▶ _WHAT YOU NEED TO DO_:
Some lines below hold "margin". Pick them out and copy them.

RECORDED INFORMATION: Begin

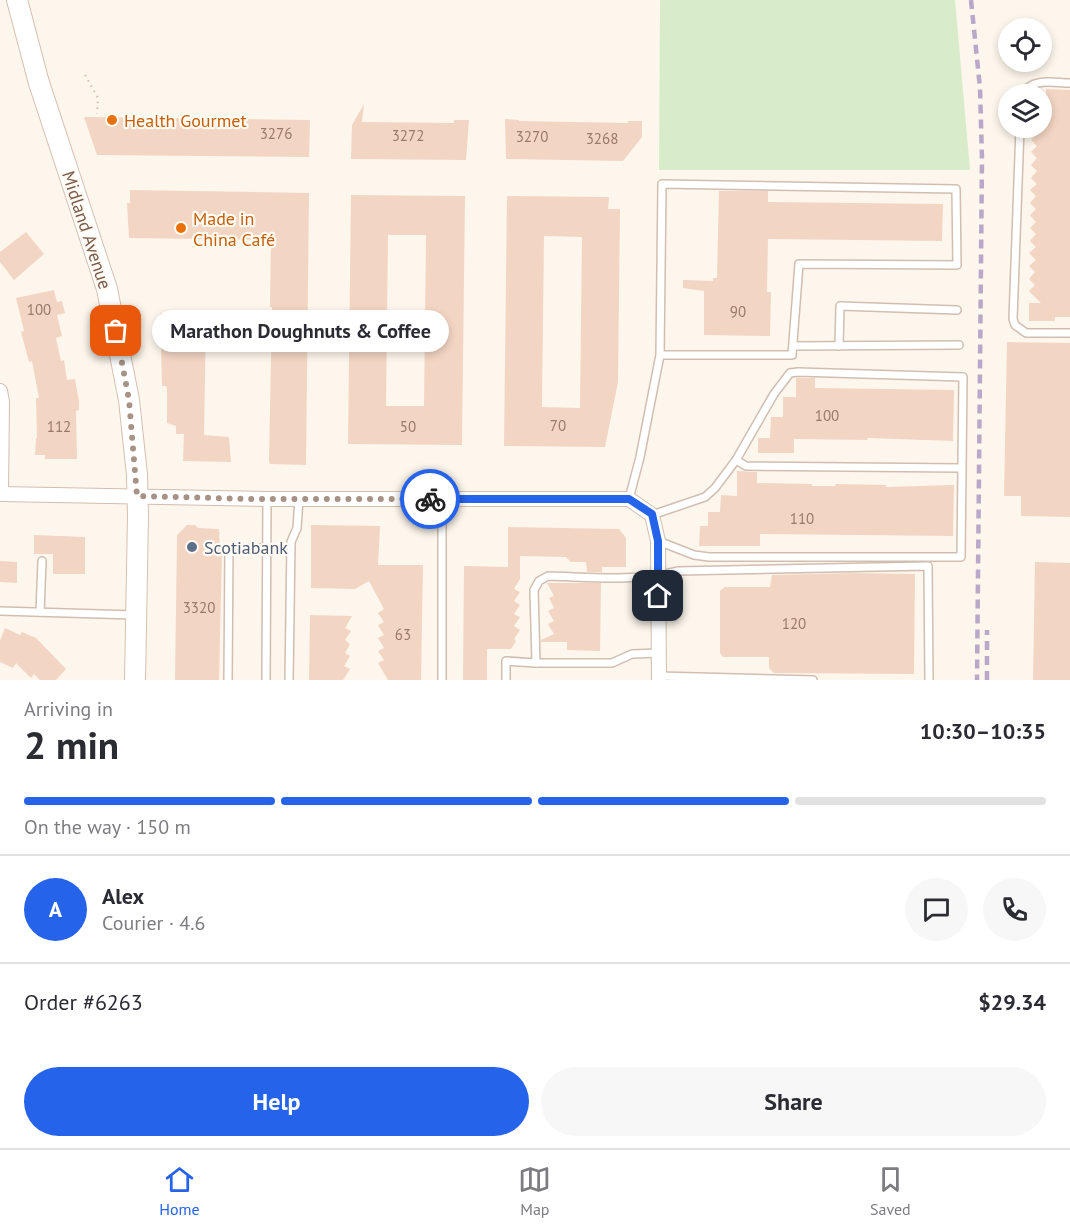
<!DOCTYPE html>
<meta charset="utf-8">
<style>
:root{--surface:#fff;--page:#f7f7f7;--text:#2b2b33;--muted:#7c7c81;--line:#e1e1e2;--accent:#2563eb}
body{margin:0;font-family:"PT Sans",sans-serif;background:var(--page);color:var(--text);height:100vh;display:flex;flex-direction:column;font-size:22px;white-space:nowrap}
*{box-sizing:border-box;margin:0}
p{font-size:20px;color:var(--muted)}
.icon{flex:none;width:33px;height:33px;fill:none;stroke:currentColor;stroke-width:2;stroke-linecap:round;stroke-linejoin:round}
.map{position:relative;height:680px;overflow:hidden}
.details{display:flex;flex-direction:column;background:var(--surface);flex:1}
.details>*{flex:none}
.fabs{position:absolute;left:998px;top:18px;display:grid;gap:12px}
.fabs a{display:grid;place-items:center;width:54px;height:54px;border-radius:50%;background:var(--surface);box-shadow:0 3px 9px #0003;font-size:30px}
.pin{position:absolute;display:grid;place-items:center;width:51px;height:51px;color:#fff;margin:-26px;border-radius:12px;box-shadow:0 3px 9px #0006}
.courier{position:absolute;display:grid;place-items:center;width:60px;height:60px;margin:-30px;border:4px solid #2563eb;border-radius:50%;background:#fff;color:#222;box-shadow:0 2px 8px #0007}
.bubble{position:absolute;height:42px;border-radius:21px;background:var(--surface);box-shadow:0 3px 9px #0003;font-size:20px;font-weight:700;line-height:42px;text-align:center}
.overview em{font-style:normal;font-weight:700}
.overview div{display:flex;flex-direction:column-reverse}
.overview{display:flex;align-items:center;justify-content:space-between;height:102px;padding:0 24px}
h1{font-size:39px;font-weight:700;line-height:45px}
.bar{display:grid;grid-template-columns:repeat(4,1fr);gap:9px 6px;align-content:center;height:72px;padding:0 24px}
.bar i{height:8px;border-radius:4px;background:var(--line)}
.bar .selected{background:var(--accent)}
.bar p{grid-column:span 4}
.line{display:flex;align-items:center;gap:15px;padding:0 24px;border-top:2px solid var(--line)}
.line div{flex:1}
.round{display:grid;place-items:center;flex:none;width:63px;height:63px;border-radius:32px;background:var(--page)}
.primary-button{display:flex;gap:12px;margin-top:auto;padding:12px 24px}
.primary-button a{flex:1;height:69px;border-radius:36px;background:var(--accent);color:#fff;font-size:24px;font-weight:700;line-height:69px;text-align:center}
.primary-button a+a{background:var(--page);color:var(--text)}
.tabs{display:flex;justify-content:space-around;align-items:center;height:84px;border-top:2px solid var(--line);background:var(--surface);font-size:16px;color:var(--muted)}
.tabs a{display:grid;justify-items:center;gap:3px}
.tabs .selected{color:var(--accent)}
.map>svg:first-child{display:block}
</style>
<div class="map">
<svg width="1070" height="680" viewBox="0 0 1070 680">
<rect width="100%" height="100%" fill="#fdf6ec"/>
<path fill="#d8ecc9" d="M660,0H955L970,170H659Z"/>
<g fill="#f3d5c3" fill-rule="evenodd">
<path d="M1046,89L1070,90V317H1055V321H1029V303H1041L1029,291L1035,285L1029,279L1035,272L1029,266L1036,260L1029,253L1036,247L1030,241L1036,234L1030,228L1036,222L1030,215L1036,209L1030,203L1036,196L1030,190L1037,184L1031,178L1037,171L1031,165L1037,158L1031,152L1037,146L1031,140L1038,133L1032,128H1041V95H1046Z"/>
<path d="M364,104L362,122L454,123V120H469L466,160L351,159L352,125Z"/>
<path d="M84,117L310,120L309,157L97,155Z"/>
<path d="M505,119L519,120V121L628,123V121H642V137L623,161L506,159Z"/>
<path d="M130,190L309,193L306,465L270,464L269,461L272,307H270L271,240L129,238L127,203H130Z"/>
<path d="M719,191H768V202L943,204L942,241L768,239L767,292H771L770,336L704,335V291L683,288V280L713,281V278H717Z"/>
<path d="M351,195L465,196L462,445L348,444ZM388,235H426L424,406H386Z"/>
<path d="M507,196L609,197L608,209H620L618,382L605,447L504,446ZM544,236L582,237L580,408L542,407Z"/>
<path d="M26,232L44,254L14,280L0,262V252Z"/>
<path d="M54,290L57,302L62,301L65,313L57,315L62,336L56,338L61,361L64,360L67,380L75,379L79,401V410L76,411L77,459H45V455H35L36,438H37L36,398H39L32,361L29,362L21,332L24,331L16,298Z"/>
<path d="M160,313L203,314V317H206L204,435L229,437L231,462L183,461L184,434H176V426L167,423V389L166,386H162Z"/>
<path d="M1007,342L1070,343V517L1021,516V496H1004Z"/>
<path d="M796,378H815V388L954,390L953,441L868,438L867,440L794,439V453H758V438H770L771,417H783V397H796Z"/>
<path d="M737,471L757,472V483L812,484V486H835L836,484L886,485V487L954,485L953,536L760,534V546H699L700,526H708V512H720L721,495L737,496Z"/>
<path d="M187,525H195L198,528L219,529L220,552H222L219,680H175L177,535Z"/>
<path d="M311,525L380,526L378,565H423L421,680H388L378,663L384,660L378,651L384,648L378,638L384,635L378,625L384,622L378,613L384,609L369,581L355,589L311,588Z"/>
<path d="M508,527L619,529L626,538V567H602V572H587L586,562H571L566,557L520,556V579L514,589L520,592L514,601L520,605L514,614L520,617L514,626L520,630L514,639L516,641L511,649H487V680H463L464,566L508,567Z"/>
<path d="M34,535L85,537V574H53V554H34Z"/>
<path d="M0,561L17,562V583L0,582Z"/>
<path d="M1035,562L1070,563V680H1033Z"/>
<path d="M854,573L915,574L914,674L774,673L769,668V657H723L720,653V591L725,587H770L772,575Z"/>
<path d="M547,583H601L600,651L567,650V642H541V640L554,634L548,624L554,621L548,611L554,608L549,598L554,596Z"/>
<path d="M310,615L352,616L345,628L351,631L345,640L350,644L345,653L350,656L344,666L350,669L343,680H309Z"/>
<path d="M5,628L20,635L22,632L36,638L66,669L56,680H40L34,674L31,678L16,663L13,668L0,662V641Z"/>
</g>
<g fill="none" stroke-linecap="round" stroke-linejoin="round">
<defs>
<g id="service">
<path d="M1023,94C1032,77 1053,83 1070,83"/>
<path d="M1020,128L1013,319L1015,325L1026,333H1070"/>
<path d="M793,346L959,345"/>
<path d="M839,346L840,306L957,310"/>
<path d="M736,460L746,466L961,468"/>
<path d="M629,499L640,457L660,355H792L799,264L957,265L956,189L662,184L660,355"/>
<path d="M652,515L705,497L715,488L736,460L774,394L790,373L798,372L963,377L961,557H709L694,555L658,541"/>
<path d="M0,611L134,615"/>
<path d="M40,612L42,561"/>
<path d="M659,653L632,654L612,663H536L534,590L539,581L548,576C591,577 636,582 678,571L928,566L929,680"/>
<path d="M659,676L813,680"/>
<path d="M228,680L229,549L266,548"/>
<path d="M266,680L267,499"/>
<path d="M289,680L291,542L297,528L299,499"/>
<path d="M442,680V499"/>
<path d="M506,680V661L536,663"/>
</g>
<g id="minor">
<path d="M0,391L2,402L1,494"/>
<path d="M0,494L267,499H629L652,515L658,541L659,680"/>
</g>
<path id="secondary" d="M17,0L39,83L107,289L129,400L137,475L138,516L135,680"/>
</defs>
<use href="#service" stroke="#d1beb0" stroke-width="10"/>
<use href="#minor" stroke="#d1beb0" stroke-width="16"/>
<use href="#secondary" stroke="#d6c0b0" stroke-width="22"/>
<path stroke="#d9b8a5" stroke-width="2" stroke-dasharray="1.5 4.5" stroke-linecap="butt" d="M85,75L98,98L97,114"/>
<use href="#service" stroke="#fff" stroke-width="7"/>
<use href="#minor" stroke="#fff" stroke-width="14"/>
<use href="#secondary" stroke="#fff" stroke-width="20"/>
<g stroke="#b9a8c9" stroke-width="4.5" stroke-dasharray="9 6" stroke-linecap="butt">
<path d="M971,0L980,88L982,159L977,680"/>
<path d="M987,680V630"/>
</g>
</g>
<g fill="none" stroke-linecap="round" stroke-linejoin="round">
<path stroke="#a89285" stroke-width="6" stroke-dasharray="0 10.8" d="M116,331L129,400L137,496L251,499H430"/>
<path stroke="#2563eb" stroke-width="8" d="M430,499H629L652,514L658,541V596"/>
</g>
<g fill="#e8710a" stroke="#fffaf3" stroke-width="2">
<circle cx="112" cy="120" r="6"/>
<circle cx="181" cy="228" r="6"/>
</g>
<circle fill="#5c6f8a" stroke="#fffaf3" stroke-width="2" cx="192" cy="547" r="6"/>
<g text-anchor="middle" dominant-baseline="central" stroke-width="4.5" stroke-linejoin="round" paint-order="stroke">
<g font-size="15" fill="#987a6a">
<text x="276" y="133">3276</text>
<text x="408" y="135">3272</text>
<text x="532" y="136">3270</text>
<text x="602" y="138">3268</text>
<text x="39" y="309">100</text>
<text x="738" y="311">90</text>
<text x="827" y="415">100</text>
<text x="558" y="425">70</text>
<text x="59" y="426">112</text>
<text x="408" y="426">50</text>
<text x="802" y="518">110</text>
<text x="199" y="607">3320</text>
<text x="794" y="623">120</text>
<text x="403" y="634">63</text>
</g>
<g font-size="18" fill="#c56008" stroke="#fffaf3" text-anchor="start">
<text x="124" y="120">Health Gourmet</text>
<text x="193" y="218">Made in<tspan x="193" dy="21">China Café</tspan></text>
</g>
<g font-size="18" fill="#7a5c4d" stroke="#fffaf3">
<text transform="translate(87 230) rotate(72)">Midland Avenue</text>
</g>
<g font-size="18" fill="#4e5e75" stroke="#fffaf3" text-anchor="start">
<text x="204" y="547">Scotiabank</text>
</g>
</g>
</svg>
<div class="fabs">
<a><svg class="icon" aria-label="locate" viewBox="0 0 24 24"><circle cx="12" cy="12" r="6"/><path d="M12 2v4M12 18v4M2 12h4M18 12h4"/></svg></a>
<a><svg class="icon" aria-label="layers" viewBox="0 0 24 24"><path d="M12 4l9 5-9 5-9-5zM3 14l9 5 9-5"/></svg></a>
</div>
<div class="pin" style="left:116px;top:331px;background:#ea580c"><svg class="icon" aria-label="bag" viewBox="0 0 24 24"><path d="M5 8h14l-1 12H6zM9 8a3 3 0 0 1 6 0"/></svg></div>
<div class="pin" style="left:658px;top:596px;background:#1f2937"><svg class="icon" aria-label="home" viewBox="0 0 24 24"><path d="M3 11l9-7 9 7M6 9v11h12V9"/></svg></div>
<div class="courier" style="left:430px;top:499px"><svg class="icon" aria-label="bike" viewBox="0 0 24 24"><circle cx="6" cy="16" r="4"/><circle cx="18" cy="16" r="4"/><path d="M6 16l4-8h5l3 8M10 8l3 8H6M13 5h3"/></svg></div>
<div class="bubble" style="left:152px;top:310px;width:297px">Marathon Doughnuts &amp; Coffee</div>
</div>
<section class="details">
<div class="overview"><div><h1>2 min</h1><p>Arriving in</p></div><em>10:30–10:35</em></div>
<div class="bar"><i class="selected"></i><i class="selected"></i><i class="selected"></i><i></i><p>On the way · 150 m</p></div>
<div class="line" style="height:108px"><b class="round" style="background:var(--accent);color:#fff">A</b><div><b>Alex</b><p>Courier · 4.6</p></div><a class="round"><svg class="icon" aria-label="chat" viewBox="0 0 24 24"><path d="M4 5h16v11H9l-5 4z"/></svg></a><a class="round"><svg class="icon" aria-label="phone" viewBox="0 0 24 24"><path d="M5 4h4l2 5-3 2q2 4 5 5l2-3 5 2v4C11 20 4 13 5 4z"/></svg></a></div>
<div class="line" style="height:78px"><div>Order #6263</div><b>$29.34</b></div>
<div class="primary-button"><a>Help</a><a>Share</a></div>
</section>
<nav class="tabs">
<a class="selected"><svg class="icon" aria-label="home" viewBox="0 0 24 24"><path d="M3 11l9-7 9 7M6 9v11h12V9"/></svg>Home</a>
<a><svg class="icon" aria-label="map" viewBox="0 0 24 24"><path d="M3 6l6-2 6 2 6-2v14l-6 2-6-2-6 2zM9 4v14M15 6v14"/></svg>Map</a>
<a><svg class="icon" aria-label="saved" viewBox="0 0 24 24"><path d="M7 4h10v16l-5-4-5 4z"/></svg>Saved</a>
</nav>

RECORDED INFORMATION: End

▶ _SOLVED EXERCISE_:
body{margin:0;font-family:"PT Sans",sans-serif;background:var(--page);color:var(--text);height:100vh;display:flex;flex-direction:column;font-size:22px;white-space:nowrap}
*{box-sizing:border-box;margin:0}
.pin{position:absolute;display:grid;place-items:center;width:51px;height:51px;color:#fff;margin:-26px;border-radius:12px;box-shadow:0 3px 9px #0006}
.courier{position:absolute;display:grid;place-items:center;width:60px;height:60px;margin:-30px;border:4px solid #2563eb;border-radius:50%;background:#fff;color:#222;box-shadow:0 2px 8px #0007}
.primary-button{display:flex;gap:12px;margin-top:auto;padding:12px 24px}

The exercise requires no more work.